REAR ADMIRAL ALMON C. WILSON, MC, USN

Born in Hudson Falls, Rear Admiral Almon C. Wilson served in the United States Navy from 1941 until his retirement in 1984. From apprentice seaman in the V-12 College Program in 1944, he was commissioned an Ensign and Served on the USS Liddle (APD-60) which participated in four amphibious assault landings in the South Pacific. 

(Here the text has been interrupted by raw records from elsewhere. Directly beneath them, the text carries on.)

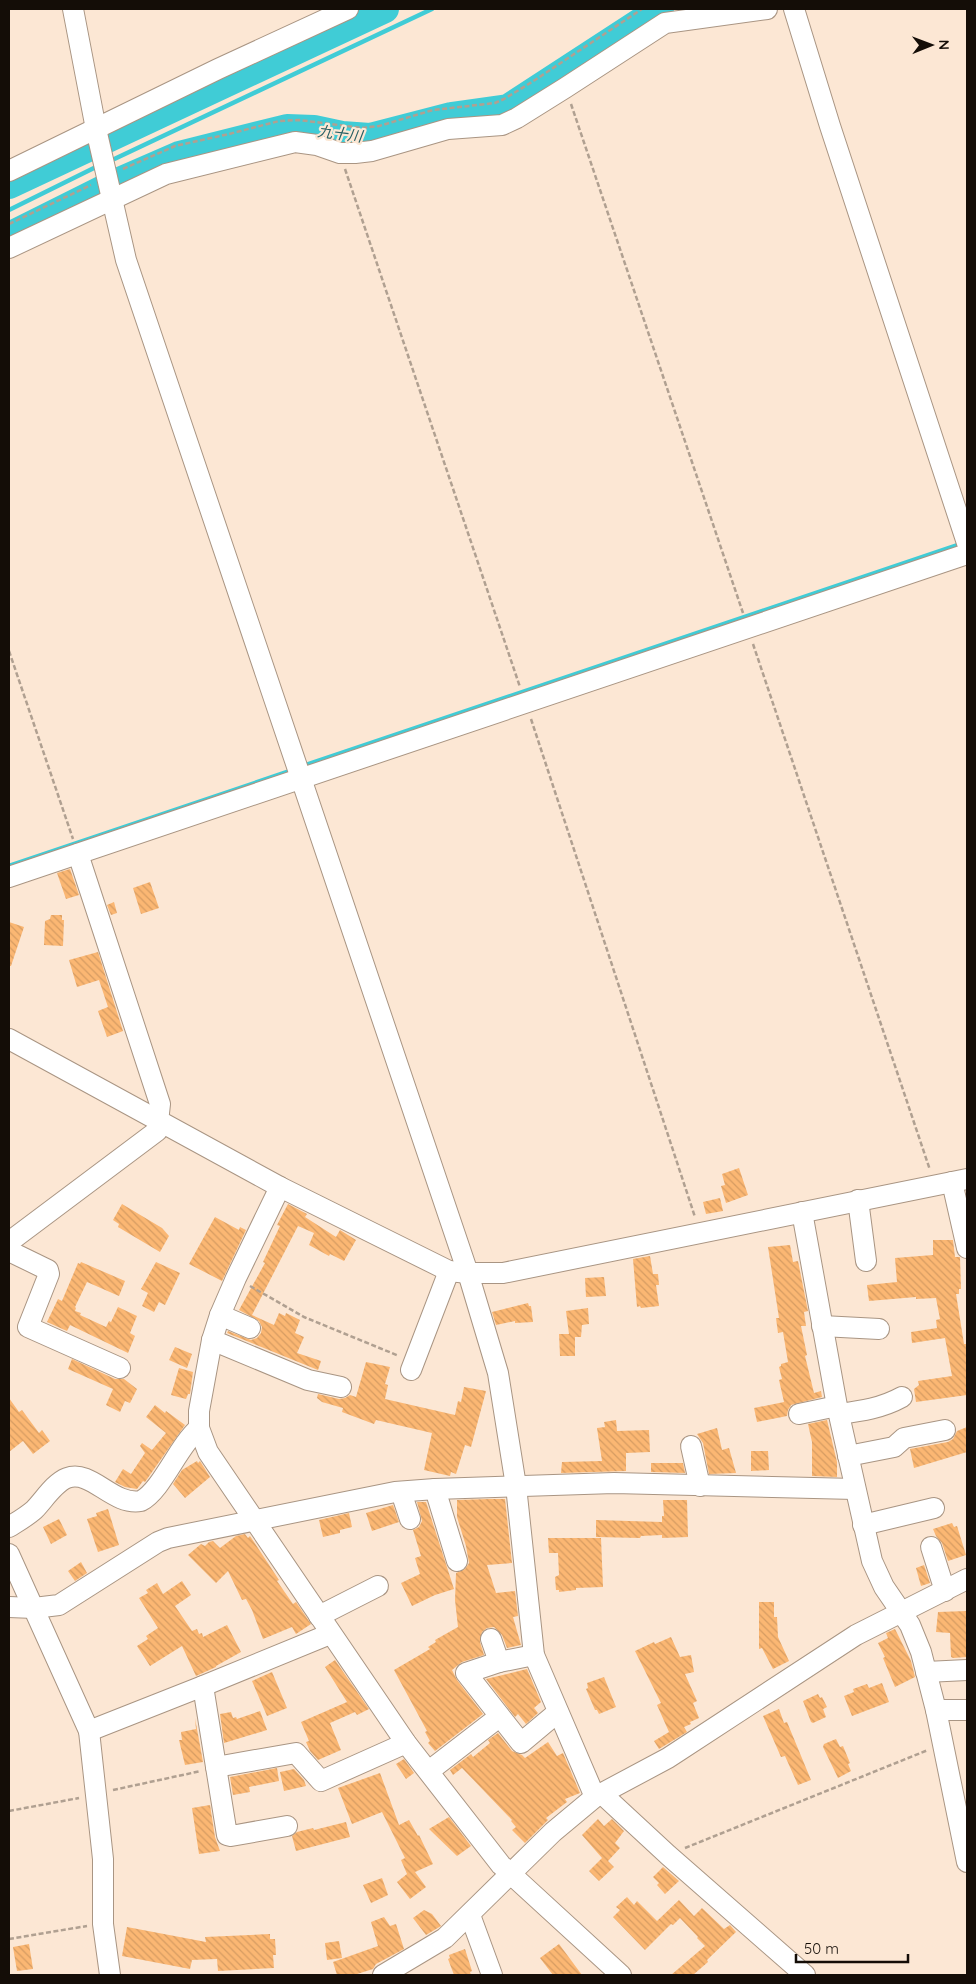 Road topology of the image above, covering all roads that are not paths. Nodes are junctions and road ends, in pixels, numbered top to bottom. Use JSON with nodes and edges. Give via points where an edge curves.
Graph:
{"nodes":[{"id":1,"x":73,"y":9,"type":"edge"},
{"id":2,"x":348,"y":9,"type":"edge"},
{"id":3,"x":767,"y":9,"type":"edge"},
{"id":4,"x":794,"y":9,"type":"edge"},
{"id":5,"x":96,"y":129,"type":"junction"},
{"id":6,"x":9,"y":171,"type":"edge"},
{"id":7,"x":114,"y":200,"type":"junction"},
{"id":8,"x":9,"y":248,"type":"edge"},
{"id":9,"x":967,"y":543,"type":"edge"},
{"id":10,"x":967,"y":554,"type":"edge"},
{"id":11,"x":302,"y":779,"type":"junction"},
{"id":12,"x":78,"y":854,"type":"junction"},
{"id":13,"x":9,"y":877,"type":"edge"},
{"id":14,"x":9,"y":1039,"type":"edge"},
{"id":15,"x":159,"y":1121,"type":"junction"},
{"id":16,"x":960,"y":1180,"type":"edge"},
{"id":17,"x":280,"y":1187,"type":"junction"},
{"id":18,"x":858,"y":1200,"type":"junction"},
{"id":19,"x":802,"y":1212,"type":"junction"},
{"id":20,"x":9,"y":1242,"type":"edge"},
{"id":21,"x":967,"y":1248,"type":"edge"},
{"id":22,"x":9,"y":1251,"type":"edge"},
{"id":23,"x":866,"y":1260,"type":"dead end"},
{"id":24,"x":458,"y":1272,"type":"junction"},
{"id":25,"x":220,"y":1315,"type":"junction"},
{"id":26,"x":822,"y":1326,"type":"junction"},
{"id":27,"x":250,"y":1328,"type":"dead end"},
{"id":28,"x":879,"y":1329,"type":"dead end"},
{"id":29,"x":212,"y":1340,"type":"junction"},
{"id":30,"x":412,"y":1365,"type":"road end"},
{"id":31,"x":120,"y":1368,"type":"dead end"},
{"id":32,"x":340,"y":1387,"type":"dead end"},
{"id":33,"x":902,"y":1397,"type":"dead end"},
{"id":34,"x":838,"y":1410,"type":"junction"},
{"id":35,"x":799,"y":1414,"type":"dead end"},
{"id":36,"x":198,"y":1428,"type":"junction"},
{"id":37,"x":946,"y":1430,"type":"dead end"},
{"id":38,"x":691,"y":1446,"type":"dead end"},
{"id":39,"x":848,"y":1456,"type":"junction"},
{"id":40,"x":516,"y":1486,"type":"junction"},
{"id":41,"x":700,"y":1486,"type":"junction"},
{"id":42,"x":435,"y":1489,"type":"junction"},
{"id":43,"x":855,"y":1489,"type":"junction"},
{"id":44,"x":401,"y":1492,"type":"junction"},
{"id":45,"x":934,"y":1508,"type":"dead end"},
{"id":46,"x":410,"y":1519,"type":"dead end"},
{"id":47,"x":256,"y":1520,"type":"junction"},
{"id":48,"x":863,"y":1525,"type":"junction"},
{"id":49,"x":9,"y":1527,"type":"edge"},
{"id":50,"x":931,"y":1547,"type":"dead end"},
{"id":51,"x":9,"y":1554,"type":"edge"},
{"id":52,"x":457,"y":1561,"type":"dead end"},
{"id":53,"x":967,"y":1579,"type":"edge"},
{"id":54,"x":378,"y":1586,"type":"dead end"},
{"id":55,"x":945,"y":1591,"type":"junction"},
{"id":56,"x":9,"y":1607,"type":"edge"},
{"id":57,"x":34,"y":1608,"type":"junction"},
{"id":58,"x":900,"y":1613,"type":"junction"},
{"id":59,"x":319,"y":1616,"type":"junction"},
{"id":60,"x":330,"y":1634,"type":"junction"},
{"id":61,"x":491,"y":1639,"type":"dead end"},
{"id":62,"x":534,"y":1655,"type":"junction"},
{"id":63,"x":498,"y":1662,"type":"junction"},
{"id":64,"x":967,"y":1670,"type":"edge"},
{"id":65,"x":926,"y":1672,"type":"junction"},
{"id":66,"x":203,"y":1686,"type":"junction"},
{"id":67,"x":936,"y":1710,"type":"junction"},
{"id":68,"x":967,"y":1710,"type":"edge"},
{"id":69,"x":558,"y":1712,"type":"junction"},
{"id":70,"x":499,"y":1717,"type":"junction"},
{"id":71,"x":89,"y":1731,"type":"junction"},
{"id":72,"x":406,"y":1743,"type":"junction"},
{"id":73,"x":216,"y":1768,"type":"junction"},
{"id":74,"x":429,"y":1771,"type":"junction"},
{"id":75,"x":598,"y":1795,"type":"junction"},
{"id":76,"x":287,"y":1826,"type":"dead end"},
{"id":77,"x":967,"y":1862,"type":"edge"},
{"id":78,"x":510,"y":1874,"type":"junction"},
{"id":79,"x":470,"y":1915,"type":"junction"},
{"id":80,"x":110,"y":1975,"type":"edge"},
{"id":81,"x":383,"y":1975,"type":"edge"},
{"id":82,"x":492,"y":1975,"type":"edge"},
{"id":83,"x":621,"y":1975,"type":"edge"},
{"id":84,"x":805,"y":1975,"type":"edge"}],
"edges":[{"from":1,"to":5,"type":"street"},
{"from":2,"to":5,"type":"street"},
{"from":3,"to":7,"type":"street","via":[[665,23],[566,88],[502,125],[448,129],[355,153],[340,154],[317,145],[294,142],[166,174]]},
{"from":4,"to":9,"type":"street"},
{"from":5,"to":6,"type":"street"},
{"from":5,"to":7,"type":"street"},
{"from":7,"to":8,"type":"street"},
{"from":7,"to":11,"type":"street","via":[[126,260]]},
{"from":10,"to":11,"type":"street"},
{"from":11,"to":12,"type":"street"},
{"from":11,"to":24,"type":"street"},
{"from":12,"to":13,"type":"street"},
{"from":12,"to":15,"type":"street","via":[[160,1104]]},
{"from":14,"to":15,"type":"street"},
{"from":15,"to":17,"type":"street"},
{"from":15,"to":20,"type":"street","via":[[157,1131]]},
{"from":16,"to":18,"type":"street"},
{"from":16,"to":21,"type":"street"},
{"from":17,"to":24,"type":"street"},
{"from":17,"to":25,"type":"street"},
{"from":18,"to":19,"type":"street"},
{"from":18,"to":23,"type":"street"},
{"from":19,"to":24,"type":"street","via":[[503,1273]]},
{"from":19,"to":26,"type":"street"},
{"from":22,"to":31,"type":"street","via":[[48,1270],[49,1274],[28,1328]]},
{"from":24,"to":30,"type":"street"},
{"from":24,"to":40,"type":"street","via":[[498,1374]]},
{"from":25,"to":27,"type":"street"},
{"from":25,"to":29,"type":"street"},
{"from":26,"to":28,"type":"street"},
{"from":26,"to":34,"type":"street"},
{"from":29,"to":32,"type":"street","via":[[308,1380]]},
{"from":29,"to":36,"type":"street"},
{"from":33,"to":34,"type":"street","via":[[872,1410]]},
{"from":34,"to":35,"type":"street"},
{"from":34,"to":39,"type":"street"},
{"from":36,"to":47,"type":"street","via":[[208,1452]]},
{"from":36,"to":49,"type":"street","via":[[188,1436],[153,1490],[141,1501],[122,1500],[92,1481],[74,1476],[65,1478],[34,1510]]},
{"from":37,"to":39,"type":"street","via":[[904,1438],[894,1447]]},
{"from":38,"to":41,"type":"street"},
{"from":39,"to":43,"type":"street"},
{"from":40,"to":41,"type":"street","via":[[614,1483]]},
{"from":40,"to":42,"type":"street"},
{"from":40,"to":62,"type":"street"},
{"from":41,"to":43,"type":"street"},
{"from":42,"to":44,"type":"street"},
{"from":42,"to":52,"type":"street"},
{"from":43,"to":48,"type":"street"},
{"from":44,"to":46,"type":"street"},
{"from":44,"to":47,"type":"street"},
{"from":45,"to":48,"type":"street"},
{"from":47,"to":57,"type":"street","via":[[168,1538],[59,1605]]},
{"from":47,"to":59,"type":"street"},
{"from":48,"to":58,"type":"street","via":[[872,1561]]},
{"from":50,"to":55,"type":"street"},
{"from":51,"to":57,"type":"street"},
{"from":53,"to":55,"type":"street"},
{"from":54,"to":59,"type":"street"},
{"from":55,"to":58,"type":"street"},
{"from":56,"to":57,"type":"street"},
{"from":57,"to":71,"type":"street"},
{"from":58,"to":65,"type":"street","via":[[910,1626]]},
{"from":58,"to":75,"type":"street","via":[[856,1635],[668,1758]]},
{"from":59,"to":60,"type":"street"},
{"from":60,"to":66,"type":"street"},
{"from":60,"to":72,"type":"street"},
{"from":61,"to":63,"type":"street"},
{"from":62,"to":63,"type":"street"},
{"from":62,"to":69,"type":"street"},
{"from":63,"to":70,"type":"street","via":[[466,1673]]},
{"from":64,"to":65,"type":"street"},
{"from":65,"to":67,"type":"street"},
{"from":66,"to":71,"type":"street"},
{"from":66,"to":73,"type":"street"},
{"from":67,"to":68,"type":"street"},
{"from":67,"to":77,"type":"street"},
{"from":69,"to":70,"type":"street","via":[[521,1743]]},
{"from":69,"to":75,"type":"street"},
{"from":70,"to":74,"type":"street"},
{"from":71,"to":80,"type":"street","via":[[103,1859],[103,1924]]},
{"from":72,"to":73,"type":"street","via":[[321,1781],[296,1753]]},
{"from":72,"to":74,"type":"street"},
{"from":73,"to":76,"type":"street","via":[[227,1835]]},
{"from":74,"to":78,"type":"street"},
{"from":75,"to":78,"type":"street","via":[[553,1832]]},
{"from":75,"to":84,"type":"street"},
{"from":78,"to":79,"type":"street"},
{"from":78,"to":83,"type":"street"},
{"from":79,"to":81,"type":"street","via":[[439,1942]]},
{"from":79,"to":82,"type":"street"}]} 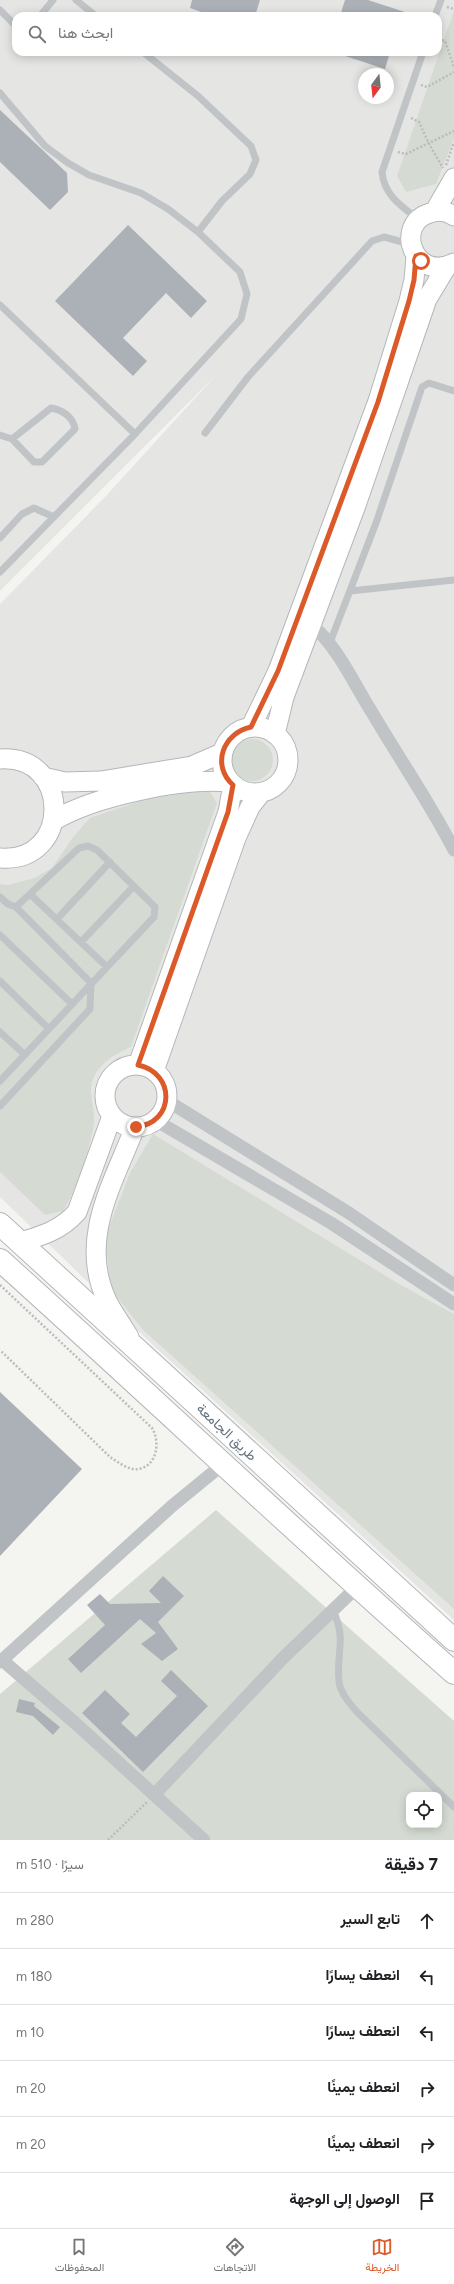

After World War II, he earned a B.A. from Union College in 1946 and Doctor of Medicine from Albany Medical College in 1952. In 1965, he became Commanding Officer of the Third Medical Battalion, Third Marine Division, in Danang, RVN. It was here that he formulated the ideas which led to the Naval Fleet Hospital Program. He was known as the Father of the Naval Fleet Hospital Program. Under his leadership, the 3rd Med succeeded in reducing the mortality rate of wounded U.S. Marines to the lowest figure in wartime history, for which it was awarded the Navy Unit Citation

In 1966 he became Chief of Surgery, U.S. Naval Hospital, Yokosuka, Japan. During subsequent tours in Washington, D.C., at the Bureau of Medicine and Surgery (BuMed) Resource Planning Division, Admiral Wilson played a major role in design and construction of naval hospitals. Concurrently, he served as personal physician to Adm. Thomas Moorer, chairman of the Joint Chiefs of Staff. In 1975, in his first Flag officer assignment as Assistant Chief for Material Resources in BuMed, while concurrently overseeing Navy hospital construction, he played a major role in the procurement of the Navys modern Hospital Ships, the USS Mercy and USS Comfort.  Adm. Wilson became the first medical flag officer assigned to the U.S. Marine Corps Headquarters. In 1981, he became the Fleet Hospital Program Manager, the first medical officer to be appointed a major acquisition program manager. The Fleet Hospitals, which were deployed in the Persian Gulf and Iraqi wars, have transformed Navy Medicine. In 1982 to 1984, he returned to BuMed as head of the Resources Division and Deputy to the Surgeon General. Adm. Wilson retired in 1984 and resided in Poulsbo, Washington

Adm. Wilson was retroactively awarded the Surface Warfare Officer Qualification Insignia. In 1982, he was only the third officer to be retroactively qualified. In July 1991, following the Persian Gulf War, Navy Secretary H. Lawrence Garrett III officially commended Admiral Wilson “... I know that the Fleet Hospitals and Hospital Ships were your goals...I assure you that the effort you put forth to achieve those goals paid off handsomely...Our Navy‘s medical response in Operations Desert Shield/Storm was built upon those Fleet Hospitals and Hospital Ships that were the focus of your dreams... The Navy Department‘s successful medical support in Desert Shield/Desert Storm proved to the nation and its  allies the wisdom of your efforts. Thank you and Godspeed.” 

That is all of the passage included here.